### The data
++++

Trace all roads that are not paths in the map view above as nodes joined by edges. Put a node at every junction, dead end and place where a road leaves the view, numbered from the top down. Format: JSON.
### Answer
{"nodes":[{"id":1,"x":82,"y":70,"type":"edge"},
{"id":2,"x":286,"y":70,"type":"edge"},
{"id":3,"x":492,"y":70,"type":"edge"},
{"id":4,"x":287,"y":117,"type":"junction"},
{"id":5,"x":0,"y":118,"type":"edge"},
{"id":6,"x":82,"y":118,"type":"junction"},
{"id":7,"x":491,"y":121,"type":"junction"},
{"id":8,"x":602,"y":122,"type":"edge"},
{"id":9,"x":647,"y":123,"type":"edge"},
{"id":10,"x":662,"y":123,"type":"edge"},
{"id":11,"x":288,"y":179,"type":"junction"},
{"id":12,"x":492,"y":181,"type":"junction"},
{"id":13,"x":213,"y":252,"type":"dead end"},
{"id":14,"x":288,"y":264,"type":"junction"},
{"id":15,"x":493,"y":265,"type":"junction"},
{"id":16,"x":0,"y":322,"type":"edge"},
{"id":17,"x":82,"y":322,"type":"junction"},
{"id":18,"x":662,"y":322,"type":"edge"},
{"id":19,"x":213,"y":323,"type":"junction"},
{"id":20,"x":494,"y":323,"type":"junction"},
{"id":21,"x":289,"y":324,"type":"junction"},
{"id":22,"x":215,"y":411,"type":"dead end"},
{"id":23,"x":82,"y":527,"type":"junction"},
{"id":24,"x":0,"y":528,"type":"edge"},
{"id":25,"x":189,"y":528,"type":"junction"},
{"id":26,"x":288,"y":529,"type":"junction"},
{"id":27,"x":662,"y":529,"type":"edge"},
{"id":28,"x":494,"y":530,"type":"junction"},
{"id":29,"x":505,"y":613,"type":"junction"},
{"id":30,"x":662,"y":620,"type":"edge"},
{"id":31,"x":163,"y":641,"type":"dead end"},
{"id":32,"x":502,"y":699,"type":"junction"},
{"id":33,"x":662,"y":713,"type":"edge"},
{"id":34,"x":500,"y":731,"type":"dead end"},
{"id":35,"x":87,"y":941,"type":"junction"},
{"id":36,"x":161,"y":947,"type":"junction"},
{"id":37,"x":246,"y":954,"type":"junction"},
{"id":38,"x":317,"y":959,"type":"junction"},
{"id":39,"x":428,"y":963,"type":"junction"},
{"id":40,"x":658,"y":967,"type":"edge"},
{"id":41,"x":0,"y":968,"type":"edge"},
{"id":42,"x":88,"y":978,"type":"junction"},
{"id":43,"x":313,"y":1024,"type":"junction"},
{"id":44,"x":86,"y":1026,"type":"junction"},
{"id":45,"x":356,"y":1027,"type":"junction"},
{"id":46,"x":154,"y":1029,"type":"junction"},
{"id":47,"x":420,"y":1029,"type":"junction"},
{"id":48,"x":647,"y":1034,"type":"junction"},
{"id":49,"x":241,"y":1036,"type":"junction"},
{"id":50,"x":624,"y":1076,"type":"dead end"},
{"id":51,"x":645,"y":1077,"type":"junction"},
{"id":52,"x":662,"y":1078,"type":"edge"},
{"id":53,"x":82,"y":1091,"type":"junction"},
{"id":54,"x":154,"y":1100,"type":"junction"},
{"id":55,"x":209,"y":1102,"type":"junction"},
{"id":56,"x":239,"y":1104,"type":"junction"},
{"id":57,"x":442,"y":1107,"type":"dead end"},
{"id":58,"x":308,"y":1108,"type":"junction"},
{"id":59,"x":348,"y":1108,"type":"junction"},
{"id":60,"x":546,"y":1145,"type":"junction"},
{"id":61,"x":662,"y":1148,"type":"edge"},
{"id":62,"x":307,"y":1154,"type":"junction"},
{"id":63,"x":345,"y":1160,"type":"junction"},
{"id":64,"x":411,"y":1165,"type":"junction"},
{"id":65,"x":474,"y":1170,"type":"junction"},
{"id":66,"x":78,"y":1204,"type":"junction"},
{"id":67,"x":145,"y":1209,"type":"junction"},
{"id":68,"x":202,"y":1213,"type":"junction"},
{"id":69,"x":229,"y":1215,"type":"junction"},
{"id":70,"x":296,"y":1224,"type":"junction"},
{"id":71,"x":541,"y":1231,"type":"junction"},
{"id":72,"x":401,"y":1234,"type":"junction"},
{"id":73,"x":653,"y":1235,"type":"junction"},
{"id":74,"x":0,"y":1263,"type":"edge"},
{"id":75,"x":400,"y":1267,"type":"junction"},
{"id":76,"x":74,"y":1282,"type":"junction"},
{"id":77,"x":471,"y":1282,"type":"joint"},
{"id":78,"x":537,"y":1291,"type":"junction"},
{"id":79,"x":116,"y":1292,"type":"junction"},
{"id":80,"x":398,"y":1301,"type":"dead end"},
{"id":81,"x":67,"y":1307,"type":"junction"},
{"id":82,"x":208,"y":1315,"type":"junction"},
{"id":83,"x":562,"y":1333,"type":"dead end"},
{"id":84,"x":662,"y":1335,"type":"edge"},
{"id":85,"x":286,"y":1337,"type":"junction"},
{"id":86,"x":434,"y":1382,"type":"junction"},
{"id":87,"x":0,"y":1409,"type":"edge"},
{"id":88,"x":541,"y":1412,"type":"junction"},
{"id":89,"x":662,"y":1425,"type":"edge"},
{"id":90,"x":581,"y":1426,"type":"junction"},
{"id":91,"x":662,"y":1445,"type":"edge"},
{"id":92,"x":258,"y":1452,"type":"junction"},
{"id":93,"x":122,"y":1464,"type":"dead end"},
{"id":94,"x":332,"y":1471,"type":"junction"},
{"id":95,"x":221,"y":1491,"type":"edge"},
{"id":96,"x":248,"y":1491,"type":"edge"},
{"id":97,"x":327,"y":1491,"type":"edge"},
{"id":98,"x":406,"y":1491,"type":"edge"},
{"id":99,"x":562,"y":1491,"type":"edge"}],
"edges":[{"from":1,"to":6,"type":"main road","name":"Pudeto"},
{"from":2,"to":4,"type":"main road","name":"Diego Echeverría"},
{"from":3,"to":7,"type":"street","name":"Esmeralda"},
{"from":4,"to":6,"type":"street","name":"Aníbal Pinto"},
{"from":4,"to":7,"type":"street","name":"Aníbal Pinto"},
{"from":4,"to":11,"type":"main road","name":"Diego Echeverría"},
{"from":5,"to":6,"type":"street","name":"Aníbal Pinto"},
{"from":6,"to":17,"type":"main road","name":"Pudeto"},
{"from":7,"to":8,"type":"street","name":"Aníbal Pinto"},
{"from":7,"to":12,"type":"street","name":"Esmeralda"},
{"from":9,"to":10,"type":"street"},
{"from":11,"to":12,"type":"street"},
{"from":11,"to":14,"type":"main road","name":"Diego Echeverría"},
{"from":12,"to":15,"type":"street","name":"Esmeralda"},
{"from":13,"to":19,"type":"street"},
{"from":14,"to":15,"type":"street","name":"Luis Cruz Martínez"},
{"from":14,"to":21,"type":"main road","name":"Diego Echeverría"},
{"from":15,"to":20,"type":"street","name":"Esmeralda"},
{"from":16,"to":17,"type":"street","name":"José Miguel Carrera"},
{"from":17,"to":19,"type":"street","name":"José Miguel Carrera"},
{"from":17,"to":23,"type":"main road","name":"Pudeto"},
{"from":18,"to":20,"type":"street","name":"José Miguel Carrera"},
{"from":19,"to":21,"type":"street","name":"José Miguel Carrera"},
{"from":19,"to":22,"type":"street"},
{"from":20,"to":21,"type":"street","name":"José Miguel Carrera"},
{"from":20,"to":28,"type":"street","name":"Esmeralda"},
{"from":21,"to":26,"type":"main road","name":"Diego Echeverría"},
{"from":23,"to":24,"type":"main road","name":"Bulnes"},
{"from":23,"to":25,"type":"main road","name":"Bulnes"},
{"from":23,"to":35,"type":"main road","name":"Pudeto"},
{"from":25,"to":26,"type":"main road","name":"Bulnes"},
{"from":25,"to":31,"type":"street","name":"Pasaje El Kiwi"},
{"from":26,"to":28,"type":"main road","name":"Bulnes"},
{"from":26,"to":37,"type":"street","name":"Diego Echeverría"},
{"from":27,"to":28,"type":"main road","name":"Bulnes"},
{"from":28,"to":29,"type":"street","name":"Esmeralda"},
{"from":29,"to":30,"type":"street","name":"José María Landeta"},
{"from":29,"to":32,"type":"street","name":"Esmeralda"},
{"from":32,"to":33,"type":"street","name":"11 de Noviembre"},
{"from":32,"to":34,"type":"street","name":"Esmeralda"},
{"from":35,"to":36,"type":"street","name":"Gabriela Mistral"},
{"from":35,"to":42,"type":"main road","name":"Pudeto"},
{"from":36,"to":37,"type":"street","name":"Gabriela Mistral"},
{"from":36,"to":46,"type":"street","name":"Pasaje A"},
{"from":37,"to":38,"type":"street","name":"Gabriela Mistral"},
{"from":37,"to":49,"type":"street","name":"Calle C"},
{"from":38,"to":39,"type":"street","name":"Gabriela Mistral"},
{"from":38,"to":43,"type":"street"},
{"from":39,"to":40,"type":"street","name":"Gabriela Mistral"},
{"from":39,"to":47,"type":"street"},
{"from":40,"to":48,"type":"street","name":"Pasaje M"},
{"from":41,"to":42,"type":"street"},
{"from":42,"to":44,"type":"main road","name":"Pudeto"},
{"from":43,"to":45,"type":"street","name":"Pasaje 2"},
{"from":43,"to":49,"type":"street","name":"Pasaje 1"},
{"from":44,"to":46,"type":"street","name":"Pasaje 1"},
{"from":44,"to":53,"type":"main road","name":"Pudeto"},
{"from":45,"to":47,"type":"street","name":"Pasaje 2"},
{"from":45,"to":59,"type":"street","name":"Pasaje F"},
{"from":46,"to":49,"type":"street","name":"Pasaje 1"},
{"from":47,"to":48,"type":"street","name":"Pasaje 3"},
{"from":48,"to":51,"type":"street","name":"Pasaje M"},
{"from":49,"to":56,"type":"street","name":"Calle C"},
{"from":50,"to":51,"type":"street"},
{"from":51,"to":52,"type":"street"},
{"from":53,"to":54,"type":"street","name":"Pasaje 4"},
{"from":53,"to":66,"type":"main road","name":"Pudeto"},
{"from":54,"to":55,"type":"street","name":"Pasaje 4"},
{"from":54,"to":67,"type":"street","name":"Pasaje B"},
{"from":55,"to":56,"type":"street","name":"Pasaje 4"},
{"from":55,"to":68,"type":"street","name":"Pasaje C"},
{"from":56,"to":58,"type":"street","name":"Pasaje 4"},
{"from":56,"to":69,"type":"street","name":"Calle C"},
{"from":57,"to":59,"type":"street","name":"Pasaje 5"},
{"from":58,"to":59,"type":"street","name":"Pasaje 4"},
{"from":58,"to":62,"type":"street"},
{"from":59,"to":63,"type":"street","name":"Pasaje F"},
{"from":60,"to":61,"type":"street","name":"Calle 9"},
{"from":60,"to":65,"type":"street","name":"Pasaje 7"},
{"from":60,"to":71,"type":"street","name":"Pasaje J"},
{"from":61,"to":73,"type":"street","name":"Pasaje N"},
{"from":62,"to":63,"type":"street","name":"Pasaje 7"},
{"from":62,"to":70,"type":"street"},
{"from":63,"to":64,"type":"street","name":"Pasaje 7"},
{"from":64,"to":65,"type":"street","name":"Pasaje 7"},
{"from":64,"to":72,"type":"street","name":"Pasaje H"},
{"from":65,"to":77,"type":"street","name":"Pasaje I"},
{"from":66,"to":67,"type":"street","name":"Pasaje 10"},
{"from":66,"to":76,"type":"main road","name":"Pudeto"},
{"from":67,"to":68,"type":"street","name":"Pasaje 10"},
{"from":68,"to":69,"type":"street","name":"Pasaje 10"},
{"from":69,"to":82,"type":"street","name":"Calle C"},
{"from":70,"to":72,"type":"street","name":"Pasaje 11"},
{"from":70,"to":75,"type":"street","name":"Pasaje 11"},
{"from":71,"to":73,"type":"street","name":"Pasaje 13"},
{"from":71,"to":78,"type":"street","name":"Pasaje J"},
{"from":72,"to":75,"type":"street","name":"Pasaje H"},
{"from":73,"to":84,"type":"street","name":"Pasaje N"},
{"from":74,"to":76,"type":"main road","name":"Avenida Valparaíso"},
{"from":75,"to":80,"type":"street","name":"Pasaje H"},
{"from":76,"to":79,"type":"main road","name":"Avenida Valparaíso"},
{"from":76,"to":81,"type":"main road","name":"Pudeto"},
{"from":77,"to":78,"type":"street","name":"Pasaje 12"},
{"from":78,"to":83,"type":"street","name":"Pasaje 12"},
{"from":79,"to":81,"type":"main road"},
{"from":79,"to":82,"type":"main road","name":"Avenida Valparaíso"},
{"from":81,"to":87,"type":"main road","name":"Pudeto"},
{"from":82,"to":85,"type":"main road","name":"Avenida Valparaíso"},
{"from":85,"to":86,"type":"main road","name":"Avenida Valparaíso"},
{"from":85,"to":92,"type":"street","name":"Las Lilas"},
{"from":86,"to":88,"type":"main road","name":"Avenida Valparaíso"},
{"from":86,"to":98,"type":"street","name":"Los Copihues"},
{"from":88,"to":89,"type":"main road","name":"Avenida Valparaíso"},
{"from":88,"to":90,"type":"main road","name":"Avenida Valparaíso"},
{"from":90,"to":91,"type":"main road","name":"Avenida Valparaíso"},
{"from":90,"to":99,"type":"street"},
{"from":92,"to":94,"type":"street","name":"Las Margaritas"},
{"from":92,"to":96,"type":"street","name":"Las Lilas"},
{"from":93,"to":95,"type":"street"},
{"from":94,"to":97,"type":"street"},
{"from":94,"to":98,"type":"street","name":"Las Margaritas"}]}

++++

### Problem details
For each line above that includes "Mistral", copy the line.

### Expected answer
{"from":35,"to":36,"type":"street","name":"Gabriela Mistral"},
{"from":36,"to":37,"type":"street","name":"Gabriela Mistral"},
{"from":37,"to":38,"type":"street","name":"Gabriela Mistral"},
{"from":38,"to":39,"type":"street","name":"Gabriela Mistral"},
{"from":39,"to":40,"type":"street","name":"Gabriela Mistral"},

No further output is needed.